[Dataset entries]
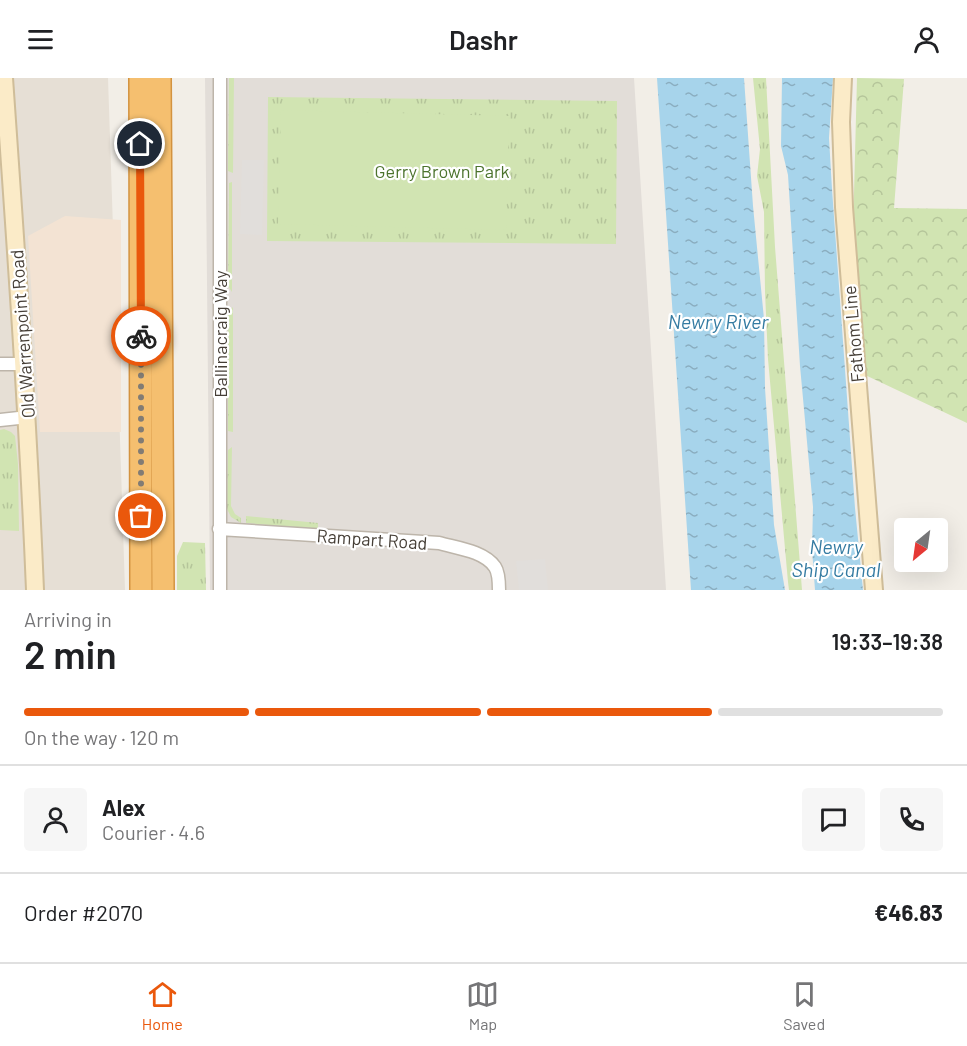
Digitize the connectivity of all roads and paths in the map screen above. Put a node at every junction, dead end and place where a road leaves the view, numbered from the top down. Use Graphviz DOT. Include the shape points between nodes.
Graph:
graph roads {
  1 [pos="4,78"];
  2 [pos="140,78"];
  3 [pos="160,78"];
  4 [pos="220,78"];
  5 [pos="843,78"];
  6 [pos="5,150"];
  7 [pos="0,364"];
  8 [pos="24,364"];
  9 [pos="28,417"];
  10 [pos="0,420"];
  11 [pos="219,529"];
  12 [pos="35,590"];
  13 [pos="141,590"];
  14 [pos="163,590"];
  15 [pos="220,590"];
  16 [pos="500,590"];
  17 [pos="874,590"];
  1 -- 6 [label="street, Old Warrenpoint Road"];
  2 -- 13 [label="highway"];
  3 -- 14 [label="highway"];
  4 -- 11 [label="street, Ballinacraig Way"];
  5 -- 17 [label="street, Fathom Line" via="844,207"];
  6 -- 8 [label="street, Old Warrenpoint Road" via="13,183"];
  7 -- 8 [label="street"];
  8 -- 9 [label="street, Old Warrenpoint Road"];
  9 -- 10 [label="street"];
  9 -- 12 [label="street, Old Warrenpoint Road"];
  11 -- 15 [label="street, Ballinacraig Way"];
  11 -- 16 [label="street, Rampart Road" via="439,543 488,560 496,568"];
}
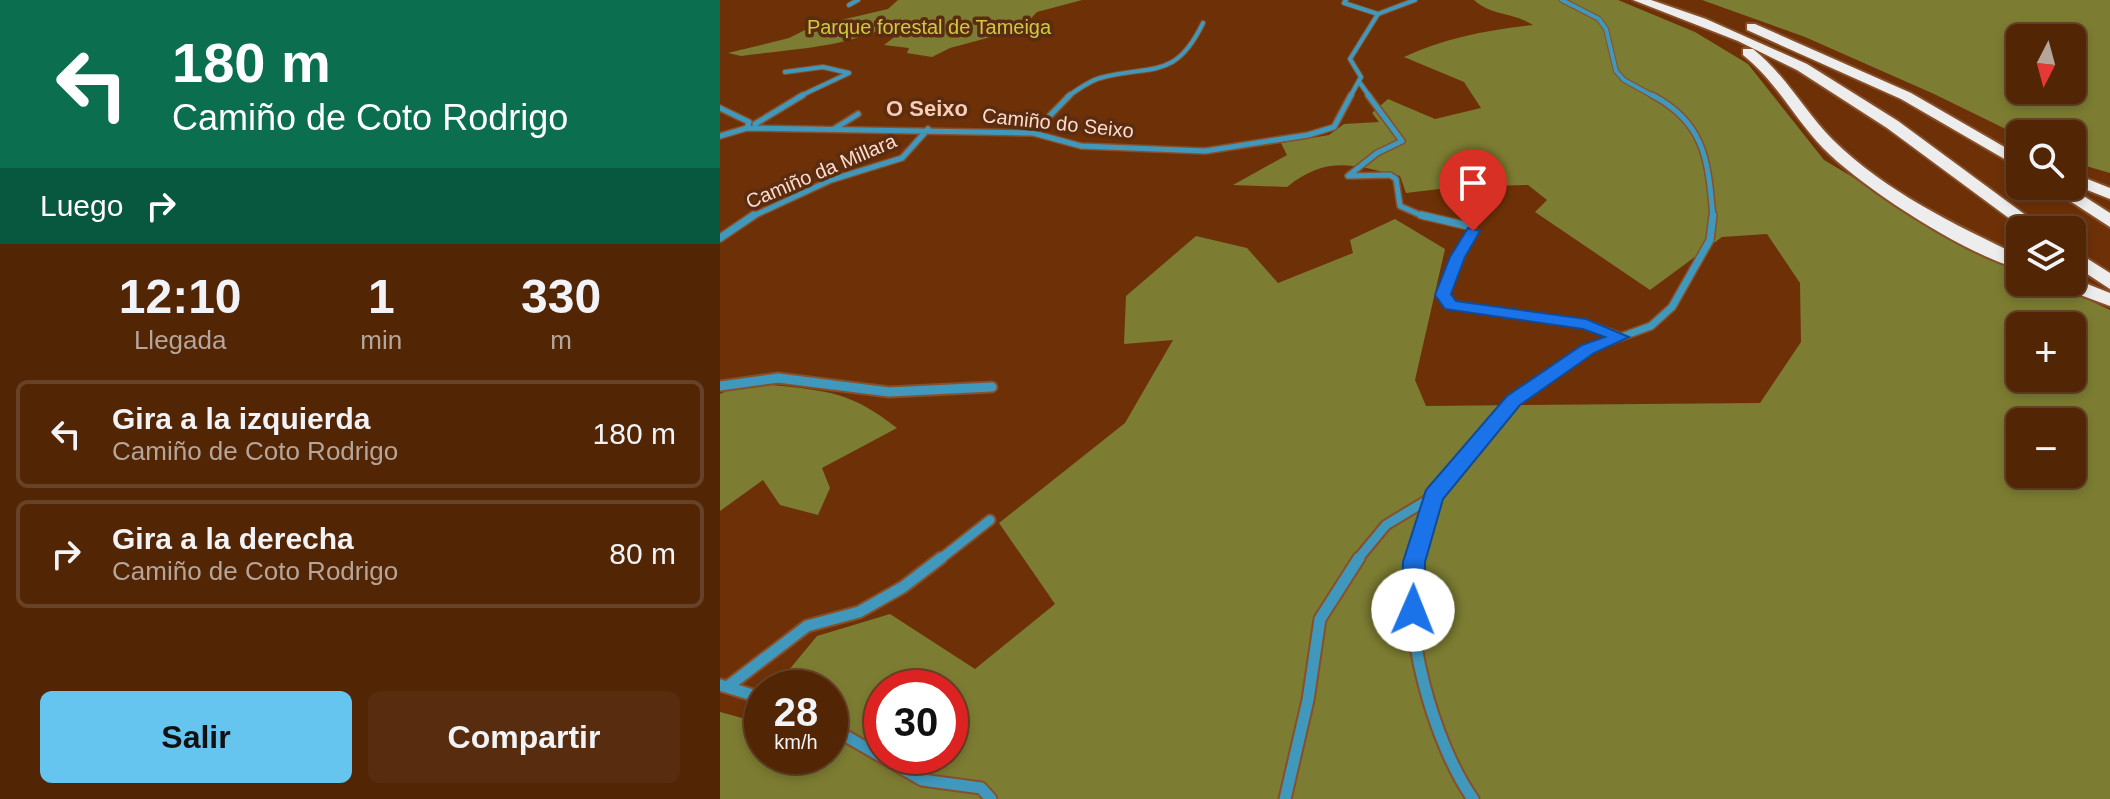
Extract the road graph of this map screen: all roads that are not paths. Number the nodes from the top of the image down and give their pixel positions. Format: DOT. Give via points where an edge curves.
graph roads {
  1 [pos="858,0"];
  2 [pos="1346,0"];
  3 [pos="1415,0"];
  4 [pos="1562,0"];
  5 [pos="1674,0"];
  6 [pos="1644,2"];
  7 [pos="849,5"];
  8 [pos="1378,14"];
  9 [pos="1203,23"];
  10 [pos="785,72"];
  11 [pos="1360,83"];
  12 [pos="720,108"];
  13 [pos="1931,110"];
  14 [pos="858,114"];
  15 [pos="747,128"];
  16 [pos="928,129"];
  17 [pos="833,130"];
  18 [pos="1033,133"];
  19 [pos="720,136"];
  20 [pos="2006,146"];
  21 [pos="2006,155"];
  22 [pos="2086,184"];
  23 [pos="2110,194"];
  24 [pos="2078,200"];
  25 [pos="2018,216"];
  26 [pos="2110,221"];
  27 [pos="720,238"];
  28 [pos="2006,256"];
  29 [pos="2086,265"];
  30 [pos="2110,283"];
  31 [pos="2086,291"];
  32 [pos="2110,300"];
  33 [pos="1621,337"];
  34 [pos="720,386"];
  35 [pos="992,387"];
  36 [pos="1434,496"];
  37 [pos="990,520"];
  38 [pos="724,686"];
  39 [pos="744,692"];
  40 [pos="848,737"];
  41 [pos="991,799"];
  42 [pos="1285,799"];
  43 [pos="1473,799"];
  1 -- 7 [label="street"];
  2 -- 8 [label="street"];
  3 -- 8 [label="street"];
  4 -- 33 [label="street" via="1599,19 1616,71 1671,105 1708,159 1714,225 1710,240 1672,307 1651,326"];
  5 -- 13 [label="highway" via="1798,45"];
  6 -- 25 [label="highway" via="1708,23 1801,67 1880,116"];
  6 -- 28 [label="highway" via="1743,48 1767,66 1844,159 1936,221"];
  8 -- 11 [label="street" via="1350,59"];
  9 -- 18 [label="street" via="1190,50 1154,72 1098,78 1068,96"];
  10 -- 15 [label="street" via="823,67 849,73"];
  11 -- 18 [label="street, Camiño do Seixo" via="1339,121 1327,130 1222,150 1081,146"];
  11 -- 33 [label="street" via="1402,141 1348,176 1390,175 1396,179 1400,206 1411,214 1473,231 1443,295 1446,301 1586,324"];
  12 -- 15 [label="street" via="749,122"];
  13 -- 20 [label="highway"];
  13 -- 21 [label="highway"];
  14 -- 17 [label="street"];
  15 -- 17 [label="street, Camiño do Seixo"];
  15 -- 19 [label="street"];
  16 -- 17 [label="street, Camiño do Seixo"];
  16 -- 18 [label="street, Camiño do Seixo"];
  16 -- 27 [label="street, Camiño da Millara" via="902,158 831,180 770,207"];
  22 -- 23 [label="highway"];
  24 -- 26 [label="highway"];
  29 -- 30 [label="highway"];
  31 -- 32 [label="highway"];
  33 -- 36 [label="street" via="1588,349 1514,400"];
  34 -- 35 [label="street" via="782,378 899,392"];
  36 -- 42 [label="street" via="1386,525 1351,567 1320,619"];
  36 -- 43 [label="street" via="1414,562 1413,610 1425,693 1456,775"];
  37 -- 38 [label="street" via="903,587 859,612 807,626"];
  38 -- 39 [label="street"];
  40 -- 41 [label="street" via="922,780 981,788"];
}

▶ **Task brief**
The copy must reproduce every entry exactly while excluding all pictures.

▶ **Your solution**
Digitize the connectivity of all roads and paths in the map screen above. Put a node at every junction, dead end and place where a road leaves the view, numbered from the top down. Use Graphviz DOT. Include the shape points between nodes.
Graph:
graph roads {
  1 [pos="4,78"];
  2 [pos="140,78"];
  3 [pos="160,78"];
  4 [pos="220,78"];
  5 [pos="843,78"];
  6 [pos="5,150"];
  7 [pos="0,364"];
  8 [pos="24,364"];
  9 [pos="28,417"];
  10 [pos="0,420"];
  11 [pos="219,529"];
  12 [pos="35,590"];
  13 [pos="141,590"];
  14 [pos="163,590"];
  15 [pos="220,590"];
  16 [pos="500,590"];
  17 [pos="874,590"];
  1 -- 6 [label="street, Old Warrenpoint Road"];
  2 -- 13 [label="highway"];
  3 -- 14 [label="highway"];
  4 -- 11 [label="street, Ballinacraig Way"];
  5 -- 17 [label="street, Fathom Line" via="844,207"];
  6 -- 8 [label="street, Old Warrenpoint Road" via="13,183"];
  7 -- 8 [label="street"];
  8 -- 9 [label="street, Old Warrenpoint Road"];
  9 -- 10 [label="street"];
  9 -- 12 [label="street, Old Warrenpoint Road"];
  11 -- 15 [label="street, Ballinacraig Way"];
  11 -- 16 [label="street, Rampart Road" via="439,543 488,560 496,568"];
}
Extract the road graph of this map screen: all roads that are not paths. Number the nodes from the top of the image down and give their pixel positions. Format: DOT. Give via points where an edge curves.
graph roads {
  1 [pos="858,0"];
  2 [pos="1346,0"];
  3 [pos="1415,0"];
  4 [pos="1562,0"];
  5 [pos="1674,0"];
  6 [pos="1644,2"];
  7 [pos="849,5"];
  8 [pos="1378,14"];
  9 [pos="1203,23"];
  10 [pos="785,72"];
  11 [pos="1360,83"];
  12 [pos="720,108"];
  13 [pos="1931,110"];
  14 [pos="858,114"];
  15 [pos="747,128"];
  16 [pos="928,129"];
  17 [pos="833,130"];
  18 [pos="1033,133"];
  19 [pos="720,136"];
  20 [pos="2006,146"];
  21 [pos="2006,155"];
  22 [pos="2086,184"];
  23 [pos="2110,194"];
  24 [pos="2078,200"];
  25 [pos="2018,216"];
  26 [pos="2110,221"];
  27 [pos="720,238"];
  28 [pos="2006,256"];
  29 [pos="2086,265"];
  30 [pos="2110,283"];
  31 [pos="2086,291"];
  32 [pos="2110,300"];
  33 [pos="1621,337"];
  34 [pos="720,386"];
  35 [pos="992,387"];
  36 [pos="1434,496"];
  37 [pos="990,520"];
  38 [pos="724,686"];
  39 [pos="744,692"];
  40 [pos="848,737"];
  41 [pos="991,799"];
  42 [pos="1285,799"];
  43 [pos="1473,799"];
  1 -- 7 [label="street"];
  2 -- 8 [label="street"];
  3 -- 8 [label="street"];
  4 -- 33 [label="street" via="1599,19 1616,71 1671,105 1708,159 1714,225 1710,240 1672,307 1651,326"];
  5 -- 13 [label="highway" via="1798,45"];
  6 -- 25 [label="highway" via="1708,23 1801,67 1880,116"];
  6 -- 28 [label="highway" via="1743,48 1767,66 1844,159 1936,221"];
  8 -- 11 [label="street" via="1350,59"];
  9 -- 18 [label="street" via="1190,50 1154,72 1098,78 1068,96"];
  10 -- 15 [label="street" via="823,67 849,73"];
  11 -- 18 [label="street, Camiño do Seixo" via="1339,121 1327,130 1222,150 1081,146"];
  11 -- 33 [label="street" via="1402,141 1348,176 1390,175 1396,179 1400,206 1411,214 1473,231 1443,295 1446,301 1586,324"];
  12 -- 15 [label="street" via="749,122"];
  13 -- 20 [label="highway"];
  13 -- 21 [label="highway"];
  14 -- 17 [label="street"];
  15 -- 17 [label="street, Camiño do Seixo"];
  15 -- 19 [label="street"];
  16 -- 17 [label="street, Camiño do Seixo"];
  16 -- 18 [label="street, Camiño do Seixo"];
  16 -- 27 [label="street, Camiño da Millara" via="902,158 831,180 770,207"];
  22 -- 23 [label="highway"];
  24 -- 26 [label="highway"];
  29 -- 30 [label="highway"];
  31 -- 32 [label="highway"];
  33 -- 36 [label="street" via="1588,349 1514,400"];
  34 -- 35 [label="street" via="782,378 899,392"];
  36 -- 42 [label="street" via="1386,525 1351,567 1320,619"];
  36 -- 43 [label="street" via="1414,562 1413,610 1425,693 1456,775"];
  37 -- 38 [label="street" via="903,587 859,612 807,626"];
  38 -- 39 [label="street"];
  40 -- 41 [label="street" via="922,780 981,788"];
}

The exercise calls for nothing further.